◆ PROMPT ◆
Which lines hold the string "dead"? Copy each of them from the material below.

◆ DATA IN THIS EXERCISE ◆
---
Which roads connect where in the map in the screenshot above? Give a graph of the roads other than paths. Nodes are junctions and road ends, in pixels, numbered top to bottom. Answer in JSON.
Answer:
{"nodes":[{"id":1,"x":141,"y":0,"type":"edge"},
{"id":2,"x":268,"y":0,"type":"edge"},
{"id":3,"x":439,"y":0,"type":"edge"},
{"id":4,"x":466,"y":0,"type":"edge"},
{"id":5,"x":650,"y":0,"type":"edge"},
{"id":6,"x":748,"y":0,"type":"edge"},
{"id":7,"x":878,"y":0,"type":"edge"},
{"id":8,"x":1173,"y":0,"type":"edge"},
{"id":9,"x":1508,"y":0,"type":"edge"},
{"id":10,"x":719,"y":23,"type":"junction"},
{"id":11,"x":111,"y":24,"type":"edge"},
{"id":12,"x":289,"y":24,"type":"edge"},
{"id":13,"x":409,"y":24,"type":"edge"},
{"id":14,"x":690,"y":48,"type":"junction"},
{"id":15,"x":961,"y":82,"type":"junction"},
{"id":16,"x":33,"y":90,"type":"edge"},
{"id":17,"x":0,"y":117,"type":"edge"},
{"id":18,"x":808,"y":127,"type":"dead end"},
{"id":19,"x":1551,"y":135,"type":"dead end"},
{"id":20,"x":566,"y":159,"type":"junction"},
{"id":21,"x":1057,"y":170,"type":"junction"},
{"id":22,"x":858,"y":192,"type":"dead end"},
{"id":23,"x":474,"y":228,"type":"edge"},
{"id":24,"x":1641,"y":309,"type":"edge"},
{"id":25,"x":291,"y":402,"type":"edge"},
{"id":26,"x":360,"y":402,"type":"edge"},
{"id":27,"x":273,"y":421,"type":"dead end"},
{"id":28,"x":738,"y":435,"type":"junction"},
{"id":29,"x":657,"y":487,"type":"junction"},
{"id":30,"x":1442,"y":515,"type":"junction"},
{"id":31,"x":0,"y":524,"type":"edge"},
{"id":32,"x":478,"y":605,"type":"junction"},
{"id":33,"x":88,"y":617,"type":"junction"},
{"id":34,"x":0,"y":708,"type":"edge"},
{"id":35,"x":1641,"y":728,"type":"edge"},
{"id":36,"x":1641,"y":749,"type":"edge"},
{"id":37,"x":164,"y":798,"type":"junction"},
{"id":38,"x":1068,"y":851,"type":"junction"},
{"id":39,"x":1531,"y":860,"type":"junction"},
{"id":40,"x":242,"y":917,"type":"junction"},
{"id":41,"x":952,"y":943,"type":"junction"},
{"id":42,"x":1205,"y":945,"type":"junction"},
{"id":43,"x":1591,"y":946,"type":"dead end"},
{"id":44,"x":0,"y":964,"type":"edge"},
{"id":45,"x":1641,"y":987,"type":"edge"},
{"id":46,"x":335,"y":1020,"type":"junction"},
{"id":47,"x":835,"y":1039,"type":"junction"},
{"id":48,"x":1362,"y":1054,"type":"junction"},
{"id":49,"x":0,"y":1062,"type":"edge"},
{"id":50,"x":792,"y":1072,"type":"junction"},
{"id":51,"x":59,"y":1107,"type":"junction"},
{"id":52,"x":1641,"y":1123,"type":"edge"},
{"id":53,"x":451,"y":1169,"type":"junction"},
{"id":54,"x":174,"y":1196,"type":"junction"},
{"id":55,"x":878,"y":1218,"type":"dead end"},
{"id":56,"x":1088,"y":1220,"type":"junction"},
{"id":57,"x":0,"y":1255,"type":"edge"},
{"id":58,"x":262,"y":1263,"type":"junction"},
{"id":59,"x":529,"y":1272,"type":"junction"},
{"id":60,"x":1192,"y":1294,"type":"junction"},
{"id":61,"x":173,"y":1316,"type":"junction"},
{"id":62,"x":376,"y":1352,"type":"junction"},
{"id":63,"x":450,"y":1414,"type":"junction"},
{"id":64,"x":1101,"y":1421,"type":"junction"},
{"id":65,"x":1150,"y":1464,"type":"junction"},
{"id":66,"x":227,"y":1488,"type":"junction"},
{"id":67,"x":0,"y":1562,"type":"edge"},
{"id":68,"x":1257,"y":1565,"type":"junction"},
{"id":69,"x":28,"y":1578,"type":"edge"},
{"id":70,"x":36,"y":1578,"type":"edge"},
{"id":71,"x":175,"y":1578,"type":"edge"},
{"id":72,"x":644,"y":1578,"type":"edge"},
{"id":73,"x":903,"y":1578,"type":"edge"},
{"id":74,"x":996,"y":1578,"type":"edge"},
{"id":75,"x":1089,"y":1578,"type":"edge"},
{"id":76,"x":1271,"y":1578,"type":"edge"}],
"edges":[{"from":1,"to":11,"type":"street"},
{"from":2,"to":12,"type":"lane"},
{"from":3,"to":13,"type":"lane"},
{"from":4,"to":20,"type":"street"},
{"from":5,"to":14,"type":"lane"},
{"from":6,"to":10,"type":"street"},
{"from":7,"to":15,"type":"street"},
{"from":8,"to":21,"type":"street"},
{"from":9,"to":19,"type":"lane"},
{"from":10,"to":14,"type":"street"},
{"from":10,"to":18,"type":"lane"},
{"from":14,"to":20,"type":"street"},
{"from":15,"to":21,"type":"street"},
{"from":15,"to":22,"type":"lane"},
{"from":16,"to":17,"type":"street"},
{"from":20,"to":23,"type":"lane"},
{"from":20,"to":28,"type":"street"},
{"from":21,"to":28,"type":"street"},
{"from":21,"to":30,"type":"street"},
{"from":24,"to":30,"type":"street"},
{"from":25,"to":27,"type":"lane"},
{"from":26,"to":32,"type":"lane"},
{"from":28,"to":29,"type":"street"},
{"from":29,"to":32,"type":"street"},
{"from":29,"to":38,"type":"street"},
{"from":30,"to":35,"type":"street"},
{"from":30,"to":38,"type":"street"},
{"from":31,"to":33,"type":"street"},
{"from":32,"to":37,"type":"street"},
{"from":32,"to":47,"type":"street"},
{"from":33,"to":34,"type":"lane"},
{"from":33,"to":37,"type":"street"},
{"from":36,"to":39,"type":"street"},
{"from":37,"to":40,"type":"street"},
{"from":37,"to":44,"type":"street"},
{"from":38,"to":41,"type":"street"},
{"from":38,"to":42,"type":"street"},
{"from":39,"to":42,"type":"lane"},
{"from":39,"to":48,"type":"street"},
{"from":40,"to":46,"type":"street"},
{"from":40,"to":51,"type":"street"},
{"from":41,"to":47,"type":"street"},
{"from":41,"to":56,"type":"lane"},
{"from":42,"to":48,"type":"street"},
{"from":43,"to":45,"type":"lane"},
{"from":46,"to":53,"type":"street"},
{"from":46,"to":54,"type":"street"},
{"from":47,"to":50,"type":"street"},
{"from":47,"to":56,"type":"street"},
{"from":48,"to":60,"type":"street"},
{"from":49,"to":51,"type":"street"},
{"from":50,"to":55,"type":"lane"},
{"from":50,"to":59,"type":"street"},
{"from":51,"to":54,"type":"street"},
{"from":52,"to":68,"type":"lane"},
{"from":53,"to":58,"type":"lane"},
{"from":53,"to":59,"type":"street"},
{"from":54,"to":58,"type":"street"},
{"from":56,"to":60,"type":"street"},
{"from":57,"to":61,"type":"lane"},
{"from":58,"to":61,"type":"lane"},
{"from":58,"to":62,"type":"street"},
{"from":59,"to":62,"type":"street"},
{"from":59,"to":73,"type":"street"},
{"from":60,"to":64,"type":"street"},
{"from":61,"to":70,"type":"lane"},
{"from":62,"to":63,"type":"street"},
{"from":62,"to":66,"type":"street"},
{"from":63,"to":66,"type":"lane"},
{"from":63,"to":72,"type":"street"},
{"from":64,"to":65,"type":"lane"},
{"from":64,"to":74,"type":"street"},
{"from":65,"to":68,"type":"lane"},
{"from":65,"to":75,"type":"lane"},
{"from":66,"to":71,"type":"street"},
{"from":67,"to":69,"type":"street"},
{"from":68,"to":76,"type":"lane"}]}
---
◆ REPLY TO THE TASK ◆
{"id":18,"x":808,"y":127,"type":"dead end"},
{"id":19,"x":1551,"y":135,"type":"dead end"},
{"id":22,"x":858,"y":192,"type":"dead end"},
{"id":27,"x":273,"y":421,"type":"dead end"},
{"id":43,"x":1591,"y":946,"type":"dead end"},
{"id":55,"x":878,"y":1218,"type":"dead end"},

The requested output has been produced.